What's the objection? We're already adding the pk to orderby in some cases.

Anthony

Massimo Di Pierro

unread,
Oct 10, 2013, 2:29:08 PM10/10/13
to web2py-d...@googlegroups.com
On GAE you can sort by IT but I am not sure can sort by something else and ID always.

Niphlod

unread,
Oct 10, 2013, 3:10:11 PM10/10/13
to web2py-d...@googlegroups.com
I know this is taking long, but giving a lot of thoughts may help to avoid further inconsistencies.

Let's talk for a moment in "postgresql dialect" (feel free to translate to you own preferred) and only in DAL's perspective.....I think the main issue here is that SQL has two kinds of objectives. one is with limit only and the other combined with offset.
Two main "natural mindsets" coming from the programmer's world are:
- fetch only a subset
- divide the set into "pages"

In the current api, this is more or less achieved with limitby=(0,10), orderby_on_limitby=False vs limitby=(0,10), orderby_on_limitby=True

A posteriori, I'd have introduced two different APIs to select(): limit=10 and pages=(orderbyfield, start, stop) (or pages=(orderby, howmany, page_no))

I do think that the current limitby API sucks a little bit (not requiring an explicit "what should I choose as order") but I really don't see a real issue with grid's as it stands. DAL does propose a smart default and grid does it too.
Adding yet another PK to the orderby to "fill the gap" in a potentially screwed code is just complicating the code and separating grid's behaviour from DAL's one.
At this very high demand of accuracy (i.e. adding pk even if and orderby clause has been specified), extremist may start to wonder why grid doesn't lock the table for any user session just to prevent further deletions/additions/updates to achieve a correct pagination while the user jumps to n pages.

Anthony

unread,
Oct 10, 2013, 3:31:00 PM10/10/13
to web2py-d...@googlegroups.com
On Thursday, October 10, 2013 2:29:08 PM UTC-4, Massimo Di Pierro wrote:
On GAE you can sort by IT but I am not sure can sort by something else and ID always.
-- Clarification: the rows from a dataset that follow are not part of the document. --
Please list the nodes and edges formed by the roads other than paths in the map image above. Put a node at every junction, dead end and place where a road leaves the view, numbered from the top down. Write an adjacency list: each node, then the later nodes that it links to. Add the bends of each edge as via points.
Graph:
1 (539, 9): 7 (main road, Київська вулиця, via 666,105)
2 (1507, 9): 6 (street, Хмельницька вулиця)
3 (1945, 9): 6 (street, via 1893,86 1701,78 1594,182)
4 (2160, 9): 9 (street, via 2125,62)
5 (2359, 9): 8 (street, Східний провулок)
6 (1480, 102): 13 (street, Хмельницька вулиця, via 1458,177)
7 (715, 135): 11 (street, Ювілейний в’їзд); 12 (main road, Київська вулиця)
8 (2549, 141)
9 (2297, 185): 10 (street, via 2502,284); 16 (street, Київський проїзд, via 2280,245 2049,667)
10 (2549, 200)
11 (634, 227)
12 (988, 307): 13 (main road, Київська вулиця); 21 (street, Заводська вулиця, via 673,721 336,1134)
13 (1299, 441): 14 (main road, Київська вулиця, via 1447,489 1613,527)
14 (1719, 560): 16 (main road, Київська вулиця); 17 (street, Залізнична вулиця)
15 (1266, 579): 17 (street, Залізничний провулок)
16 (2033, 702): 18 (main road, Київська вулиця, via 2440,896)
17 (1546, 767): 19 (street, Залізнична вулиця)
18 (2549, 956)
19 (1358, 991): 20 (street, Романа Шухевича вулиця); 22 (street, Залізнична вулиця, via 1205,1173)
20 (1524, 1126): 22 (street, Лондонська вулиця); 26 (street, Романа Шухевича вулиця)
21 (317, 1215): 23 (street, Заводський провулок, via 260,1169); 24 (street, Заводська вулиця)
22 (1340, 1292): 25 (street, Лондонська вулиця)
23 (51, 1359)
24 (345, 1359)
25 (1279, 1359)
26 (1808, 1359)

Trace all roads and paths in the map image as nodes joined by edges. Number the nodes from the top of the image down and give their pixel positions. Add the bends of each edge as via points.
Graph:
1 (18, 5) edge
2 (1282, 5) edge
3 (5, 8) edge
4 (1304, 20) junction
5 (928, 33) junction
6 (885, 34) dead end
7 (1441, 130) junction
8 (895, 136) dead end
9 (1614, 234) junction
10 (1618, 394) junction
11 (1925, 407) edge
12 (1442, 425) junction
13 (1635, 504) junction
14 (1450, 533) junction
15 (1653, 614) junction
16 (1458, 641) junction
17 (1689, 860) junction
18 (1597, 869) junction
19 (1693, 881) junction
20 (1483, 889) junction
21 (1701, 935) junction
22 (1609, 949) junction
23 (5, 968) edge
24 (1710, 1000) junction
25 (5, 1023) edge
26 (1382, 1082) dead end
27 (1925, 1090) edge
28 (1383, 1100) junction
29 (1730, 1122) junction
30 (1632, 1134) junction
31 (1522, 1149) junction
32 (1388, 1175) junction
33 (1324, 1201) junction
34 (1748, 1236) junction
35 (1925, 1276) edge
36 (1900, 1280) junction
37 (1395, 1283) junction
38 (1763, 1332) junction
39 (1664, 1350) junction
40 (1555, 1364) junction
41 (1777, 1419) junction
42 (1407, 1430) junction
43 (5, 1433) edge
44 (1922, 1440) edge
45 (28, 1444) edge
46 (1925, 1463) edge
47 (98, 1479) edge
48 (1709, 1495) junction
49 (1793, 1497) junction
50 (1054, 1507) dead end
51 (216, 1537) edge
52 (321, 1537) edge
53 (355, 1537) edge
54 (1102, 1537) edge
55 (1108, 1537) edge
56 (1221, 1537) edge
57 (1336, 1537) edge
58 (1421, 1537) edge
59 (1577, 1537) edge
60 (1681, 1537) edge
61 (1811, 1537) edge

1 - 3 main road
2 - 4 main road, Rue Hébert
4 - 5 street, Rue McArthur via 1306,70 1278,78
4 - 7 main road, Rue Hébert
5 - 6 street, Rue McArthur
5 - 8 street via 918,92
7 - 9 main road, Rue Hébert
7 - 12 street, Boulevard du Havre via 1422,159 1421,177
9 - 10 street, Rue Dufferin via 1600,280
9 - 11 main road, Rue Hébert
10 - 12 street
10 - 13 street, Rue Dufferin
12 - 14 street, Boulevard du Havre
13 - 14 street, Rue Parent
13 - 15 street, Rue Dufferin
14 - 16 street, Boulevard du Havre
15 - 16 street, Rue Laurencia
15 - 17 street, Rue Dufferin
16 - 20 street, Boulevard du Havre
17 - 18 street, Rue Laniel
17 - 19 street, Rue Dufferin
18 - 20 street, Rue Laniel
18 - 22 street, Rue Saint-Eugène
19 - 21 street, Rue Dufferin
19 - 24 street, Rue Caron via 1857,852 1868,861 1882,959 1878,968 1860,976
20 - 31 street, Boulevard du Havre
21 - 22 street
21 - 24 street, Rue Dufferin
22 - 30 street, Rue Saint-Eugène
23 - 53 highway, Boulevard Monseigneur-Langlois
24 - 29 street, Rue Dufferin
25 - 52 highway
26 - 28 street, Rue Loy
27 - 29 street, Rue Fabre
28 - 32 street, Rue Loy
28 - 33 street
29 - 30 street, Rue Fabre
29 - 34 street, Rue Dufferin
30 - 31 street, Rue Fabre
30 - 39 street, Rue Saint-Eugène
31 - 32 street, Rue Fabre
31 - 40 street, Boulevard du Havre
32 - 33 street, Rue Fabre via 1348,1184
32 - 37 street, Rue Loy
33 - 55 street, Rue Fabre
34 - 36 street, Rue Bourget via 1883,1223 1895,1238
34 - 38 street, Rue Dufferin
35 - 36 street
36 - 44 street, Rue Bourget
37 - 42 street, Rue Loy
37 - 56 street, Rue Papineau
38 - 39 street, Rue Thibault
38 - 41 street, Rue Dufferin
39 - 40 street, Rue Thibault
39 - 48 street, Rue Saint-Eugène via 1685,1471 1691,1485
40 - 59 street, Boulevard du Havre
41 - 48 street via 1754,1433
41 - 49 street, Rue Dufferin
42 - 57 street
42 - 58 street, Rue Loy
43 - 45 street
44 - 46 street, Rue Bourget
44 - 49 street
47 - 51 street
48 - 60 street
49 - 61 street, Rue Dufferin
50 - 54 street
I'm just saying that orderby_on_limitby is already ignored by GAE, so anything the grid does regarding orderby for the sake of pagination can and should continue to be ignored by GAE (and any adapter that doesn't support it).

Anthony

Tim Richardson

unread,
Oct 10, 2013, 4:53:52 PM10/10/13
to web2py-d...@googlegroups.com


On Thursday, 10 October 2013 20:17:35 UTC+11, Niphlod wrote:
#1 is providing safe defaults, #2 is getting in the way. 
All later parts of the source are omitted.